(Data section begins)
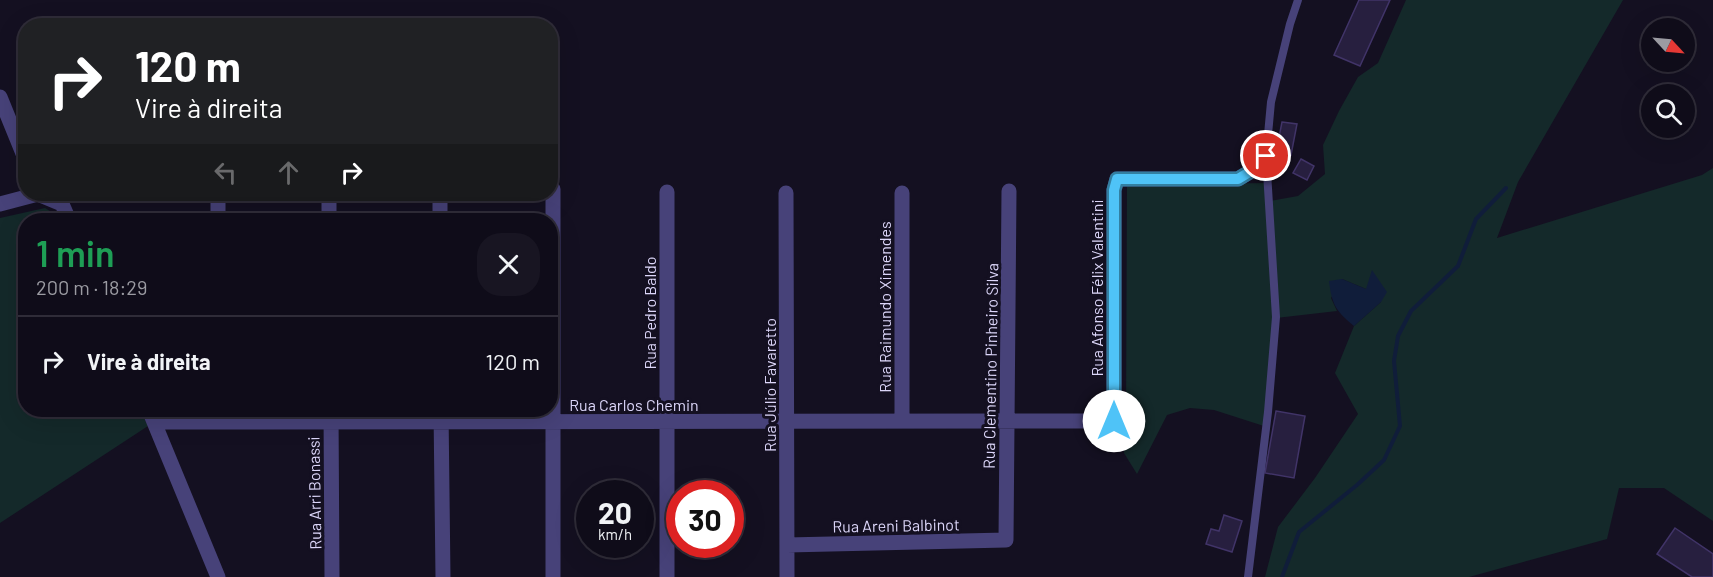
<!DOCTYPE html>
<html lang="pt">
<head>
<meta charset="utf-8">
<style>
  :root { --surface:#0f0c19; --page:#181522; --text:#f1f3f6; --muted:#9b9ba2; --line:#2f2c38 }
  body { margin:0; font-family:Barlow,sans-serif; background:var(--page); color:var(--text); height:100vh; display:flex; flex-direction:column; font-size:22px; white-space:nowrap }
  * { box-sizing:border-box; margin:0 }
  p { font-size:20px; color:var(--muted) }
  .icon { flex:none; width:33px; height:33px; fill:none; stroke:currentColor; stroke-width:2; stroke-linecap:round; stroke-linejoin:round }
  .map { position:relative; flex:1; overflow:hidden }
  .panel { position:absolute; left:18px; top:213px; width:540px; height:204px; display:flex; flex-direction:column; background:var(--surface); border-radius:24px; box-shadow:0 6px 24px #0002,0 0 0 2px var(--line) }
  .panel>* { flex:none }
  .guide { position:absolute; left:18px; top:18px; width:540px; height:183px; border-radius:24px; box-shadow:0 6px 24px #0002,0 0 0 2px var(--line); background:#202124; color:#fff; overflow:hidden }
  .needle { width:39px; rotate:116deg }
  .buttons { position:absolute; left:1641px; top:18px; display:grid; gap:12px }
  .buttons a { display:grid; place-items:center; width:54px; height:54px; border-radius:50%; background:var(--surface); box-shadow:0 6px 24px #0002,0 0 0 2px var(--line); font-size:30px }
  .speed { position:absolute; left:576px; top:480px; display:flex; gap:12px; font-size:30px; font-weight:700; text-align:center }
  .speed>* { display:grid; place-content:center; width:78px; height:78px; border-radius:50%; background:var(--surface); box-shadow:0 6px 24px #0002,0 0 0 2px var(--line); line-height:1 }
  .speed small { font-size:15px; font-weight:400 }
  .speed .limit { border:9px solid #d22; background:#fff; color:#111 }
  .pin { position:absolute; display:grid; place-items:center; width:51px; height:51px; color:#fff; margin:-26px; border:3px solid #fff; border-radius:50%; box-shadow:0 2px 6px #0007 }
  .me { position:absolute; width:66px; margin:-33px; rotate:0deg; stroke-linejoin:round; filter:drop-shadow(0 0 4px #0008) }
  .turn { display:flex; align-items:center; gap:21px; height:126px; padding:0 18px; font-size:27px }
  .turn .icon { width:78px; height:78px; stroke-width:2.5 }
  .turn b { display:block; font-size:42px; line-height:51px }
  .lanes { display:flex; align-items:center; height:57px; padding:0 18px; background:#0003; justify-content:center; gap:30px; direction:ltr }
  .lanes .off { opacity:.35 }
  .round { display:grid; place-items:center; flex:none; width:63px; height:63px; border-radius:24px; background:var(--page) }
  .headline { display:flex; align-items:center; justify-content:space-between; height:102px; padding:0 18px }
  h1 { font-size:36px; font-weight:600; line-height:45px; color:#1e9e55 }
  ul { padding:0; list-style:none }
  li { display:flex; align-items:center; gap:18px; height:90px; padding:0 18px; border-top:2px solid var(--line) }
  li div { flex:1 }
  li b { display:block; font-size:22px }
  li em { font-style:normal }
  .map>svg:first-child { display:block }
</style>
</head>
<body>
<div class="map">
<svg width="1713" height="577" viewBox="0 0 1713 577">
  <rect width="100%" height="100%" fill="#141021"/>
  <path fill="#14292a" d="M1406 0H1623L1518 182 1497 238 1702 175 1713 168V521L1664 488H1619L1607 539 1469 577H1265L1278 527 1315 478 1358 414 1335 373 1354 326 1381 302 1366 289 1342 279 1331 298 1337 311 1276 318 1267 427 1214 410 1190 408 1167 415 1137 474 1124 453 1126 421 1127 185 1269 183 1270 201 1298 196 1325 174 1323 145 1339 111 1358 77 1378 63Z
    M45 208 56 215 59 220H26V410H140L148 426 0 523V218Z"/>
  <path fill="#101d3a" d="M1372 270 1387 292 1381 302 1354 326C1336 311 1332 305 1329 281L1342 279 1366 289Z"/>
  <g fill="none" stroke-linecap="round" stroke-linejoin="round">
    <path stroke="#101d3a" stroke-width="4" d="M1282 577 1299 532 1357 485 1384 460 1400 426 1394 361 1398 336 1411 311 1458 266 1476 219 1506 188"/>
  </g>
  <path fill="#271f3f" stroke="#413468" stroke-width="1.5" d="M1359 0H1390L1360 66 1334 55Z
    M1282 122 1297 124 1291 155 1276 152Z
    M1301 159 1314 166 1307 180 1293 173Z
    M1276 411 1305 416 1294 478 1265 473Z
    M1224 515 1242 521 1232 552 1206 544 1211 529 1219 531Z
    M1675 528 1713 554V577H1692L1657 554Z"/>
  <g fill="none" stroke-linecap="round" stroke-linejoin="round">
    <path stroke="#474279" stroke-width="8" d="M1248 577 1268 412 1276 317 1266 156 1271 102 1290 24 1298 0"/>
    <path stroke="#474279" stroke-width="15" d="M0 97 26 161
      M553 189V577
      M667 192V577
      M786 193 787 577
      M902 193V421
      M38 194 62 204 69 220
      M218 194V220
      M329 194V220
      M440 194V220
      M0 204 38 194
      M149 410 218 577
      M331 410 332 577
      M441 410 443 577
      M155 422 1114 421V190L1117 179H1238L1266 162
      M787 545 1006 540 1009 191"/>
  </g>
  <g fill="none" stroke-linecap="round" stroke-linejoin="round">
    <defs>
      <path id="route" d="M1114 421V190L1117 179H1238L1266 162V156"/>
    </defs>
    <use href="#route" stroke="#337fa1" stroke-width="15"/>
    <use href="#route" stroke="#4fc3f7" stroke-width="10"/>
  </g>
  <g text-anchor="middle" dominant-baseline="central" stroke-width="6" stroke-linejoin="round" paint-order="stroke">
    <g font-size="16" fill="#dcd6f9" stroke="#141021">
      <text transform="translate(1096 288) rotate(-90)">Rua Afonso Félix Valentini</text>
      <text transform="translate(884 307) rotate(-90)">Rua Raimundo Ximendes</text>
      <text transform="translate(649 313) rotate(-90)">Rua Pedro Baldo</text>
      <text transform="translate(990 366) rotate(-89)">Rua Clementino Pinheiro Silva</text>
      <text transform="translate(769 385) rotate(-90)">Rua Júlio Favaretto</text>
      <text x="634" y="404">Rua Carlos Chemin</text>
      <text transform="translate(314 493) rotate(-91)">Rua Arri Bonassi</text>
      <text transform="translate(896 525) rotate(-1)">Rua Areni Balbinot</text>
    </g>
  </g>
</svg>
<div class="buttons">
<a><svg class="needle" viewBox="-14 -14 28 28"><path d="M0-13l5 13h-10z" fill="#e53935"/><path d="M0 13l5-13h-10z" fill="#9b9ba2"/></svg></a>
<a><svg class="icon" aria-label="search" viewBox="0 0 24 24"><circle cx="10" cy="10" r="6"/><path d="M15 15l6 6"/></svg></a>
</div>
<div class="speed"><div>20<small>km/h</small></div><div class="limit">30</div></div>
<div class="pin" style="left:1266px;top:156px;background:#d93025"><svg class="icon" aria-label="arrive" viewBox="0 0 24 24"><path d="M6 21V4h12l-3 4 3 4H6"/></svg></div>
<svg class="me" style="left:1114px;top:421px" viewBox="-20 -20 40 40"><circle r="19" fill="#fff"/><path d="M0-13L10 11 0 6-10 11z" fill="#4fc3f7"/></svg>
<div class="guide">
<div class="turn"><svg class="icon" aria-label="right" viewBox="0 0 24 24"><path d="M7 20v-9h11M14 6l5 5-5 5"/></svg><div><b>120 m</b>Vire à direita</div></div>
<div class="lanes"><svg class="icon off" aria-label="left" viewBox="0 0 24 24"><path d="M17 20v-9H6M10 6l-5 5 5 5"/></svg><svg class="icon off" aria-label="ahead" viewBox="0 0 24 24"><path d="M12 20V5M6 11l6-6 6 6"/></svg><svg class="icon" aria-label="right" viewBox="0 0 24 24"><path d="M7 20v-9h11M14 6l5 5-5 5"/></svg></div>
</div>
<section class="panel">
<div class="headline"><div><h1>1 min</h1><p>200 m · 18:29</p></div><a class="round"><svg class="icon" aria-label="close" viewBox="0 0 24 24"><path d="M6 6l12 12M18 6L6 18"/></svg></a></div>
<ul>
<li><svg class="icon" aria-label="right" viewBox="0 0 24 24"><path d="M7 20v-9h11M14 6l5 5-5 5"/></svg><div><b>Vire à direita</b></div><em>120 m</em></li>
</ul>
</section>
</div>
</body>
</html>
(Data section ends)
(Data section begins)
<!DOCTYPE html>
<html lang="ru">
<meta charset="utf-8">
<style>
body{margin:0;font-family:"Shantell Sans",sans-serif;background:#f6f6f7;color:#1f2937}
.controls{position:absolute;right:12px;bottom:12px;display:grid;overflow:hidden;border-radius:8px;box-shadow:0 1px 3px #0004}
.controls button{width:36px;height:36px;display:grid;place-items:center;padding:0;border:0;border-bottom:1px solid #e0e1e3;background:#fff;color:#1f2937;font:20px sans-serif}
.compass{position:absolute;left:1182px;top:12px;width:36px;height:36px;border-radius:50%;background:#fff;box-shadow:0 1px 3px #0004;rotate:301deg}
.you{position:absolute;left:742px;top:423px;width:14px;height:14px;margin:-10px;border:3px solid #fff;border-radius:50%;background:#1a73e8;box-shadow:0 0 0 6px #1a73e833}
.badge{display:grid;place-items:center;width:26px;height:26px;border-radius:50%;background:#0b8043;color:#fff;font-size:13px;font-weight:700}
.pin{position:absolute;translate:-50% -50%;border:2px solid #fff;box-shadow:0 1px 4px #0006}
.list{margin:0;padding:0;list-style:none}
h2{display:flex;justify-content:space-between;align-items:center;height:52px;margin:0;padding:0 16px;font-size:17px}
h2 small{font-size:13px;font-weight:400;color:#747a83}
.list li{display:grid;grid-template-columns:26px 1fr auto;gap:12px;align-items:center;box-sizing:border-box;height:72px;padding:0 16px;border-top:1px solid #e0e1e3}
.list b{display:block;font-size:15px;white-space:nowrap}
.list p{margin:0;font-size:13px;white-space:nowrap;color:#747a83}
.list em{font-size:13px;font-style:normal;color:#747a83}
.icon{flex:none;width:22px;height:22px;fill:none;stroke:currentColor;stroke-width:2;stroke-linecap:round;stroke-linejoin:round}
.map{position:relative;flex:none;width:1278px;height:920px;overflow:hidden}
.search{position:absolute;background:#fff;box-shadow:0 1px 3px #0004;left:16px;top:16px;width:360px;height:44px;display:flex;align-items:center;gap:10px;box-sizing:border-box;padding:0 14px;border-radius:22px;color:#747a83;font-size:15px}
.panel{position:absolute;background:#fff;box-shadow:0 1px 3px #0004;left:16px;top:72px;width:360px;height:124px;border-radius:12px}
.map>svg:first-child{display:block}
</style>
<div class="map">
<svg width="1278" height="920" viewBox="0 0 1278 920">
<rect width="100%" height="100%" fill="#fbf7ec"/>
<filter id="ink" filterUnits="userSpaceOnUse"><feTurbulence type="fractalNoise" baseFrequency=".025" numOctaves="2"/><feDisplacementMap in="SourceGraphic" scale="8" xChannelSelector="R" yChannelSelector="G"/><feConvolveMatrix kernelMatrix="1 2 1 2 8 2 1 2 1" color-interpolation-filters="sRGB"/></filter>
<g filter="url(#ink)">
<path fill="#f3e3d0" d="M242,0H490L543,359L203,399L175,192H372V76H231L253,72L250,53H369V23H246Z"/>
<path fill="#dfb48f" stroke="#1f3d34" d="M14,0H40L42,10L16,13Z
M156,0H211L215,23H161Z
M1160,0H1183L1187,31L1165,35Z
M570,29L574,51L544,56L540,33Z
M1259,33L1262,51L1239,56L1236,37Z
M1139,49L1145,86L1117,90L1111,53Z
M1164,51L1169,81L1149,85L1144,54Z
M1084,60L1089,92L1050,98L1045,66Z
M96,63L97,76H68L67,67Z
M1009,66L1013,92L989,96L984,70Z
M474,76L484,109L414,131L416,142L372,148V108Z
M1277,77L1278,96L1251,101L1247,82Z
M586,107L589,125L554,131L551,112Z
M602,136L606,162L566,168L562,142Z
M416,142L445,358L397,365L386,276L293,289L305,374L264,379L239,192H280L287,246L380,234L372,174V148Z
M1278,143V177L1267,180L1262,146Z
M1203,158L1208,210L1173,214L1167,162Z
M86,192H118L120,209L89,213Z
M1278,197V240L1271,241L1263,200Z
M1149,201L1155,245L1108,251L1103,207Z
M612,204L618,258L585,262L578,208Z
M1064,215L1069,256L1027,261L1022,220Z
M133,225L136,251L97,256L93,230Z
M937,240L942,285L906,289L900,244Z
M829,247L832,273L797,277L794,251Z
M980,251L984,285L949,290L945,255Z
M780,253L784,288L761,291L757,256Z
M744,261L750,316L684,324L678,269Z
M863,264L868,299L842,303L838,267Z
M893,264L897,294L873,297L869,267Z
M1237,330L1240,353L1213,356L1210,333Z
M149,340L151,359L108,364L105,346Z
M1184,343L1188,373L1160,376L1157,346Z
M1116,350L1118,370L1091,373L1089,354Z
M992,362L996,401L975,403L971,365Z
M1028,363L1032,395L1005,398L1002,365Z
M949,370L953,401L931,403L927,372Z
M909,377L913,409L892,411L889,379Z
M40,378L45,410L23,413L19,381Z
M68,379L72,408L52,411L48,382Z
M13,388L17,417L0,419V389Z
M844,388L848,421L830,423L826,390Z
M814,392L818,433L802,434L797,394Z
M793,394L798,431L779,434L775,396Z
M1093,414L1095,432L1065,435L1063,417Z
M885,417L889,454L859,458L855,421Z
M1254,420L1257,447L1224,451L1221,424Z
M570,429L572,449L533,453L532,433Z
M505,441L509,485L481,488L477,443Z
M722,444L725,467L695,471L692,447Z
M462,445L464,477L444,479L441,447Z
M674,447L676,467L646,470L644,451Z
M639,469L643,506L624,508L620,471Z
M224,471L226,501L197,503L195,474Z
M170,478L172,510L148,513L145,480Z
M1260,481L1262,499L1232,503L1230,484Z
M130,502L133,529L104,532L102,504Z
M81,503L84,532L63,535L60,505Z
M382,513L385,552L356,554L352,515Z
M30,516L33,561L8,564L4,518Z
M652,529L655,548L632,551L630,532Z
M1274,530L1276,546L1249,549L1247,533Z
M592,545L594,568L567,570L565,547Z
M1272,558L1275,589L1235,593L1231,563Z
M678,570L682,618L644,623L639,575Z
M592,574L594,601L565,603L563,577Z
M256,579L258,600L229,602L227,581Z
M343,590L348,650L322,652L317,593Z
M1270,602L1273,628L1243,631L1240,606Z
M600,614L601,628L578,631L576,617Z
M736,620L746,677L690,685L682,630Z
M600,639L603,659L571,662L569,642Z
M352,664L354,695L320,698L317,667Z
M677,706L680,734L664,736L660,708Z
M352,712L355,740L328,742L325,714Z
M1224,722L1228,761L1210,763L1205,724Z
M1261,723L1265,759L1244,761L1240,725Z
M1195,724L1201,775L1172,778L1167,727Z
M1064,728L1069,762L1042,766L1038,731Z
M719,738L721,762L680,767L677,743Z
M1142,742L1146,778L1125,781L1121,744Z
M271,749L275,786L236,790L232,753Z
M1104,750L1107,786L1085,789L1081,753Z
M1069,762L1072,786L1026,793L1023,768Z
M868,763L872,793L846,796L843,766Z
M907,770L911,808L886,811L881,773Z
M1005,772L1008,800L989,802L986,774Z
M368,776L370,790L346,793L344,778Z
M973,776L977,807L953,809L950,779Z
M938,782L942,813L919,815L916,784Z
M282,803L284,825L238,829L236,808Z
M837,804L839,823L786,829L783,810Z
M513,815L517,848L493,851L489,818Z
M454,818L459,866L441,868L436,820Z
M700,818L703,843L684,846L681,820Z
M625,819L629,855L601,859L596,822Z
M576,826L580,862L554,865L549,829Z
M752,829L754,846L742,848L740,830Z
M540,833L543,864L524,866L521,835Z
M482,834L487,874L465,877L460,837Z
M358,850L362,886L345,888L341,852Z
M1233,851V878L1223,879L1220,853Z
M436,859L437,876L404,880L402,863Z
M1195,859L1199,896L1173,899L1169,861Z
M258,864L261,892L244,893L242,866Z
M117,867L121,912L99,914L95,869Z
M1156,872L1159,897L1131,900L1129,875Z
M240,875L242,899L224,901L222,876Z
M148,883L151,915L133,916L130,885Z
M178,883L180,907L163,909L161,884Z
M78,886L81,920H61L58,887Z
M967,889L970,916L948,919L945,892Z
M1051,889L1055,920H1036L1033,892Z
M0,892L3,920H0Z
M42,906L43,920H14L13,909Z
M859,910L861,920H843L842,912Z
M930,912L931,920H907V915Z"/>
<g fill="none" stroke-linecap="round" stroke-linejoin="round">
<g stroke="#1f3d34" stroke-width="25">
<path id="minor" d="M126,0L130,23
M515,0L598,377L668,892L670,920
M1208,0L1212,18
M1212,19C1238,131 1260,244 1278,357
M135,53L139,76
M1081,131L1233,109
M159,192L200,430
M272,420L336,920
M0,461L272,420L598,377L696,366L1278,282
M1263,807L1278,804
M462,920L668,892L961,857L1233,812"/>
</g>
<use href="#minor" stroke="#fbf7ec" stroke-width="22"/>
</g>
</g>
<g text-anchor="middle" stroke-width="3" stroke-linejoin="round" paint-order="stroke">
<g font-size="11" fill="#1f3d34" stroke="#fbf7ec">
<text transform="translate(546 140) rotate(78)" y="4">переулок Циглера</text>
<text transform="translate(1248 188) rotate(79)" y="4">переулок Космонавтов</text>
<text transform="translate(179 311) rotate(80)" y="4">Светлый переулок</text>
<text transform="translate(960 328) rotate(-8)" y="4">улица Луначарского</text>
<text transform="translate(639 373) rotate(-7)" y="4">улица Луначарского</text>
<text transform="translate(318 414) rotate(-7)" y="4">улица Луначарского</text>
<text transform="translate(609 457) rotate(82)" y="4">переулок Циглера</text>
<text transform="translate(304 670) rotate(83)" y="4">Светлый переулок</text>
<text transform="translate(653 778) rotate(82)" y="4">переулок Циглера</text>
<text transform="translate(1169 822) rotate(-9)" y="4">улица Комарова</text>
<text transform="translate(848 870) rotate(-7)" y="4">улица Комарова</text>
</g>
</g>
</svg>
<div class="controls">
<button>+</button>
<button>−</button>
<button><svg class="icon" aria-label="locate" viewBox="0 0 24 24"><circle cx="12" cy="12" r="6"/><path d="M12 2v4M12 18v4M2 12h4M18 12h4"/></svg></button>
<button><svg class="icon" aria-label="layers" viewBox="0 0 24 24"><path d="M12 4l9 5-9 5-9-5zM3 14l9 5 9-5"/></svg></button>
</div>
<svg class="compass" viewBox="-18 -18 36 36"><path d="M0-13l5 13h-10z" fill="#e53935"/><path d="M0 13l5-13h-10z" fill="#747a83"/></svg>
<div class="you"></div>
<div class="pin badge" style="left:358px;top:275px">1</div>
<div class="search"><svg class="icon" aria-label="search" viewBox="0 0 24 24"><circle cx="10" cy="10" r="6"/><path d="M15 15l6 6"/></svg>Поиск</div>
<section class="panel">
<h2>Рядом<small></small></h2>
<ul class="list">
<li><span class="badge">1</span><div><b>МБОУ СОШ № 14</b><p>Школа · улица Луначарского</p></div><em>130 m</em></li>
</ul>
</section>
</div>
(Data section ends)
To do ->
Check each line above for the string "buttons" and copy the ones that have it.

Solved problem ->
  .buttons { position:absolute; left:1641px; top:18px; display:grid; gap:12px }
  .buttons a { display:grid; place-items:center; width:54px; height:54px; border-radius:50%; background:var(--surface); box-shadow:0 6px 24px #0002,0 0 0 2px var(--line); font-size:30px }
<div class="buttons">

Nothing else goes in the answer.